Freiberg disease is the death of the tissue (necrosis) of parts of the bones in the ball of the foot, usually next to the big toe.

Freiberg’s disease is a poorly understood disorder most commonly of the second metatarsal head in which a portion or all of the metatarsal head loses its structural integrity, which can lead to collapse of the joint surface and pain in the second metatarsophalangeal (MTP) joint. The process by which this loss of integrity and possible collapse happens is not well understood. Due to the fact that the affected area is often well circumscribed, the principle problem has traditionally been thought to be a vascular one.

Basically, the blood supply to part of the bone of the metatarsal head for whatever reason is diminished or cut off. Freiberg’s disease, also called Freiberg’s infraction, is part of a group of disorders called osteochondroses, most of which affect pediatric patients, although Freiberg’s is more common in adults.

Freiberg disease is a common cause of pain in the ball of the foot. The cause is injury to the bone. This disorder usually occurs in girls who are going through puberty and who are growing rapidly or in people in whom the bone connected to the base of the big toe is short or the second metatarsal bone is long. In both cases, the second metatarsal head can be subjected to repeated stresses such as during dancing, jogging, or running.

Signs & Symptoms

The pain is most pronounced in the forefoot at the metatarsal head with weight bearing, particularly when pushing off or when wearing high-heeled footwear. The metatarsophalangeal joint may also be swollen and have limited and painful passive range of motion.


  • X-rays

Doctors do x-rays to confirm the diagnosis of Freiberg disease.

Treatment Options

The treatment of Freiberg's disease depends on many factors, including the severity of condition; the signs and symptoms present; and the age of the patient. The primary goal of therapy is to rest the joint and reduce pain and swelling. A more conservative treatment approach is typically attempted initially which may include modification of activities with different types of casts, crutches and/or shoe inserts, as needed. Medications such as nonsteroidal anti-inflammatory drugs (NSAIDs) may be recommended to manage pain.
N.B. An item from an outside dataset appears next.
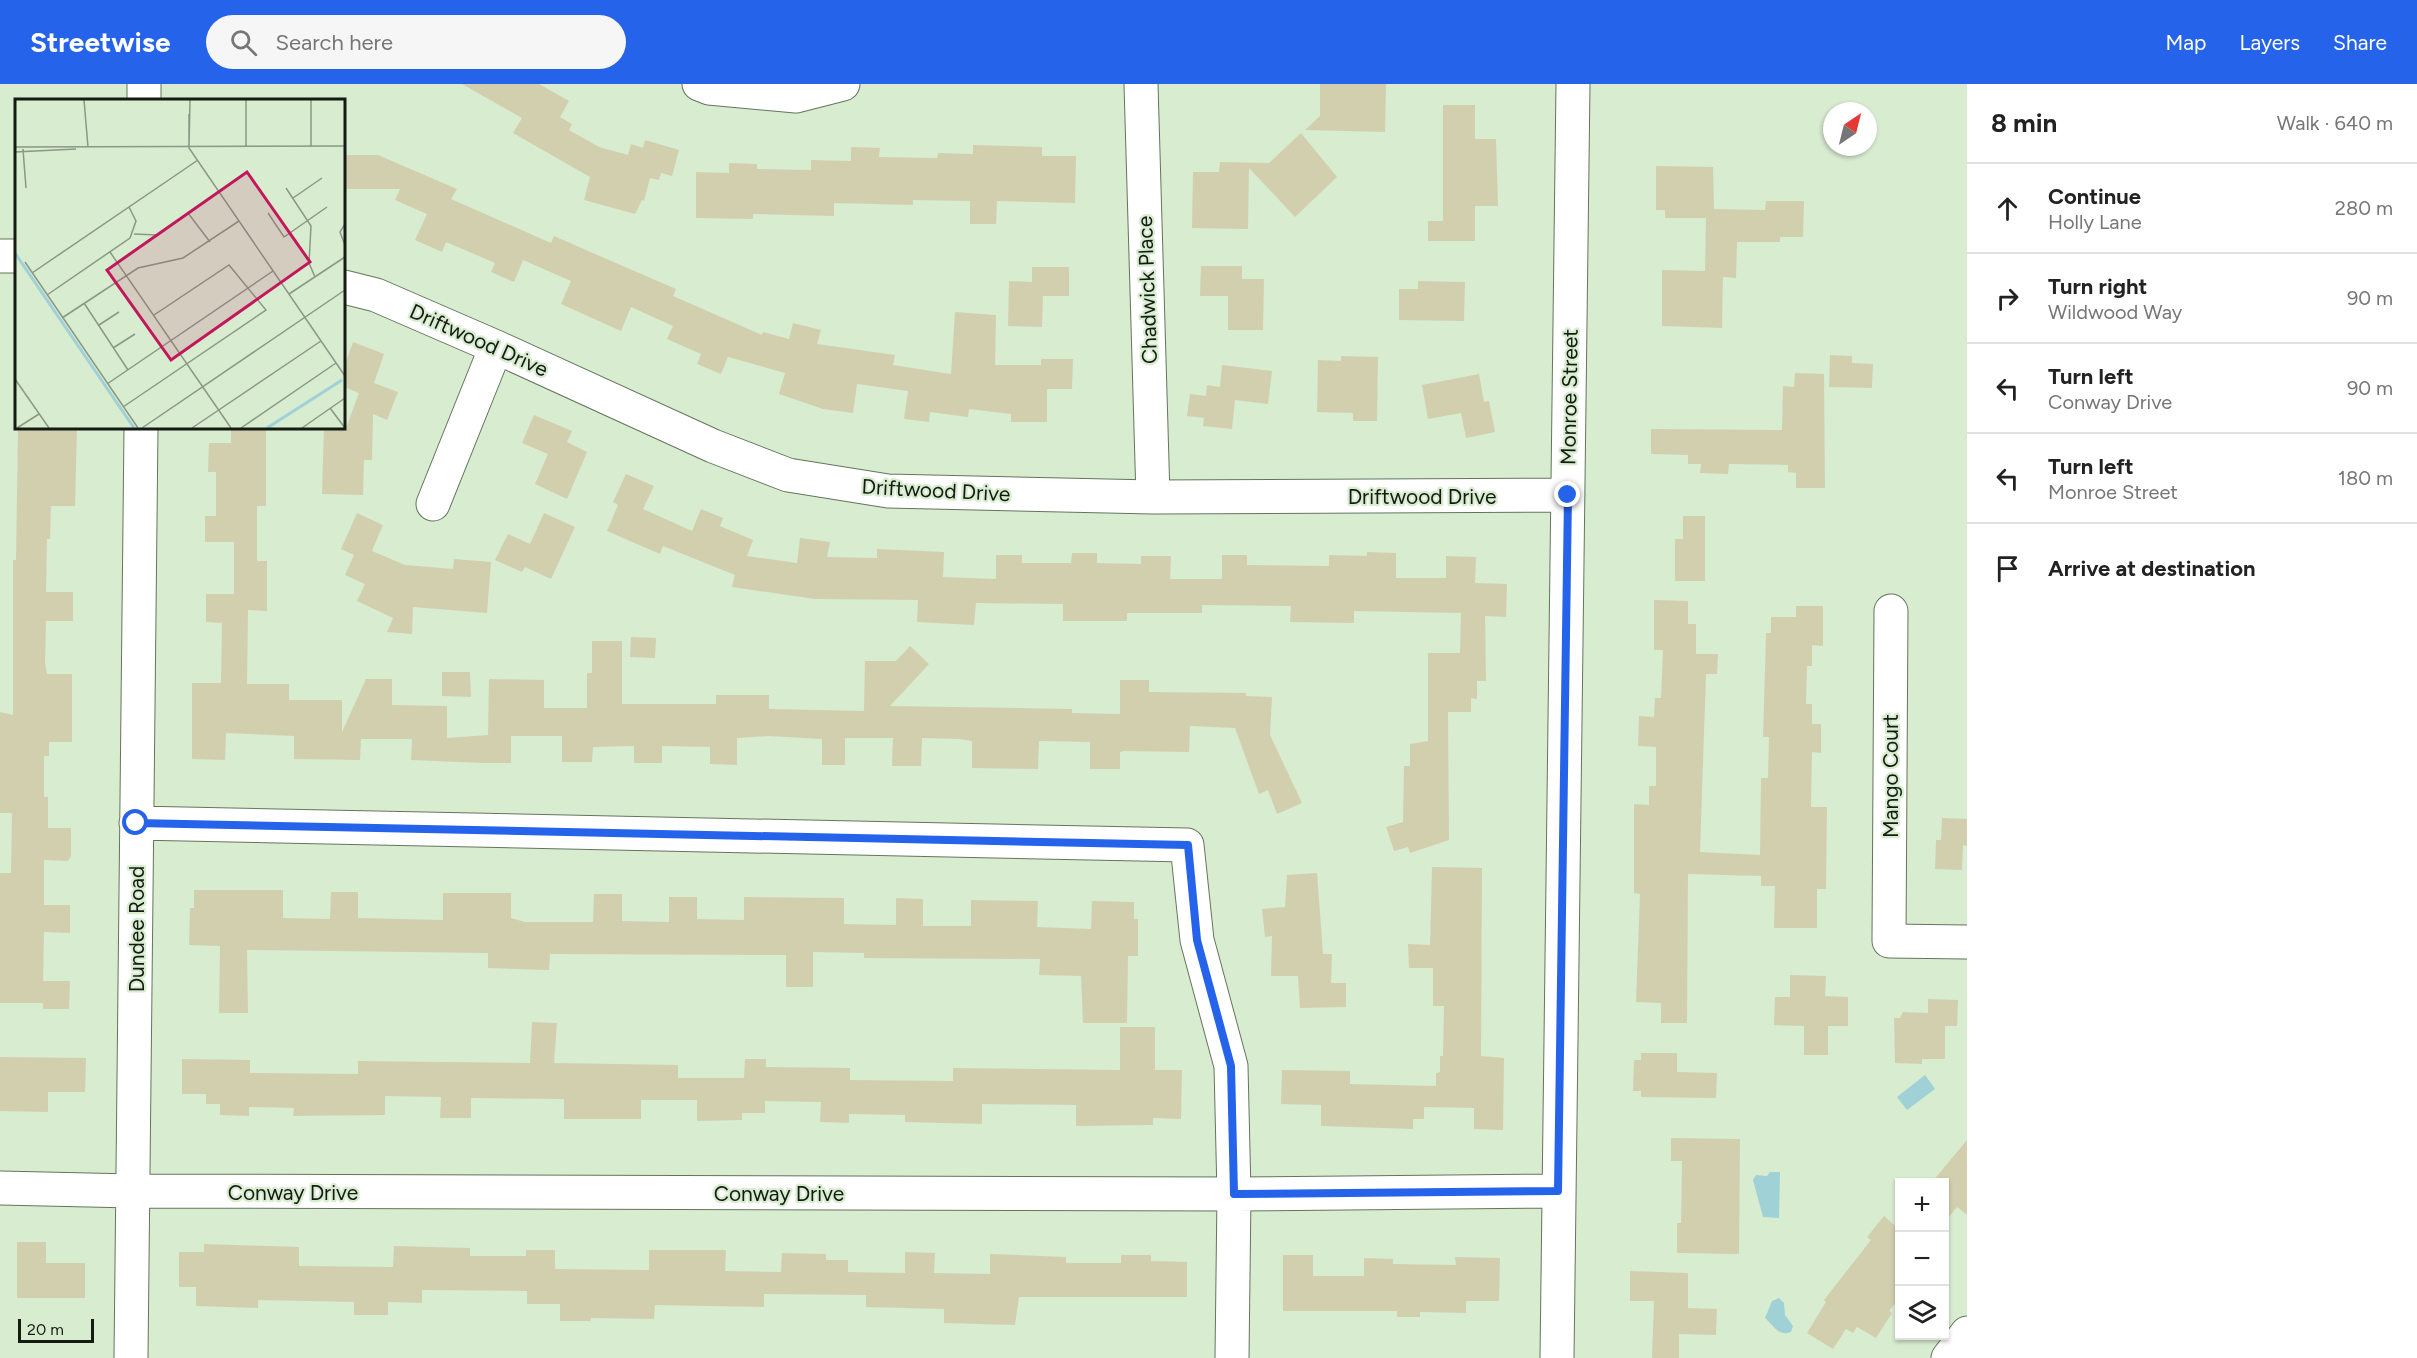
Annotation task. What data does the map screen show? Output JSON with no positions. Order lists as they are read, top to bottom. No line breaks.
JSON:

To relieve painful flare-ups, doctors may inject corticosteroids and tell people to rest and keep weight off their foot.

  • Corticosteroid injections
  • Footwear changes or orthoses
  • Rarely surgery

Low-heeled shoes, possibly those that have thicker soles than normal and rounded heels, or inserts or other devices placed in the shoe that change the position or range of movement of the foot to relieve pressure on the affected joints or painful areas (orthoses) are helpful.
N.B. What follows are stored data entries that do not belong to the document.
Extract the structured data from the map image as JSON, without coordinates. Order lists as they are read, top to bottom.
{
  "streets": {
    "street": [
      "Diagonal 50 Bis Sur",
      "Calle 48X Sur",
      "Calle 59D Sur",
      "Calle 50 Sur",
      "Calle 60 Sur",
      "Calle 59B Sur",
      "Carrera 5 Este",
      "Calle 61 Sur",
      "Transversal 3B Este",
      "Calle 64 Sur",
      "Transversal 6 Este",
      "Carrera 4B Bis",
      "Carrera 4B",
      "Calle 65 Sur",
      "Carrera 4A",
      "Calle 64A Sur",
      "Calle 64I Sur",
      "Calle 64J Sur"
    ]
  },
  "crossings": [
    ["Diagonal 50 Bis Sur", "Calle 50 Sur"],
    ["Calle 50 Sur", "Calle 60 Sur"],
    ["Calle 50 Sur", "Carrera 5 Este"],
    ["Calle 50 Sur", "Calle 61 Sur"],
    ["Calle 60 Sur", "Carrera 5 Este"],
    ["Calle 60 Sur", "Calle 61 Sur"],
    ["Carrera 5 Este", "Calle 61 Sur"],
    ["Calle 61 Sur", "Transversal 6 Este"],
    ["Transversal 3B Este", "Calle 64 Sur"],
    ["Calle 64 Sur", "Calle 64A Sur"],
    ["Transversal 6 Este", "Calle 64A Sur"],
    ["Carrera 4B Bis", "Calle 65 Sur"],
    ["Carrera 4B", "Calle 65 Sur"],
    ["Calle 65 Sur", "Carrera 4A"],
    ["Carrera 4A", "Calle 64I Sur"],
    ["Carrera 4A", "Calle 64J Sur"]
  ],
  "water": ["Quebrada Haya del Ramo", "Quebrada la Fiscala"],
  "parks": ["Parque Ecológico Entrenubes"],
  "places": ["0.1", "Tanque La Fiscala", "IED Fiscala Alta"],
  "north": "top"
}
Rarely, doctors may surgically remove the second metatarsal bone to relieve pain that is difficult to manage.


The exact cause of Freiberg's disease is poorly understood. Some scientists believe that it is a multifactorial condition which is likely associated with the effects of multiple genes in combination with lifestyle and environmental factors. However, most current theories are centered on whether the triggering event is predominantly traumatic (injury-related) or vascular (consistent with avascular necrosis - an injury to the blood supply of the affected part of the foot).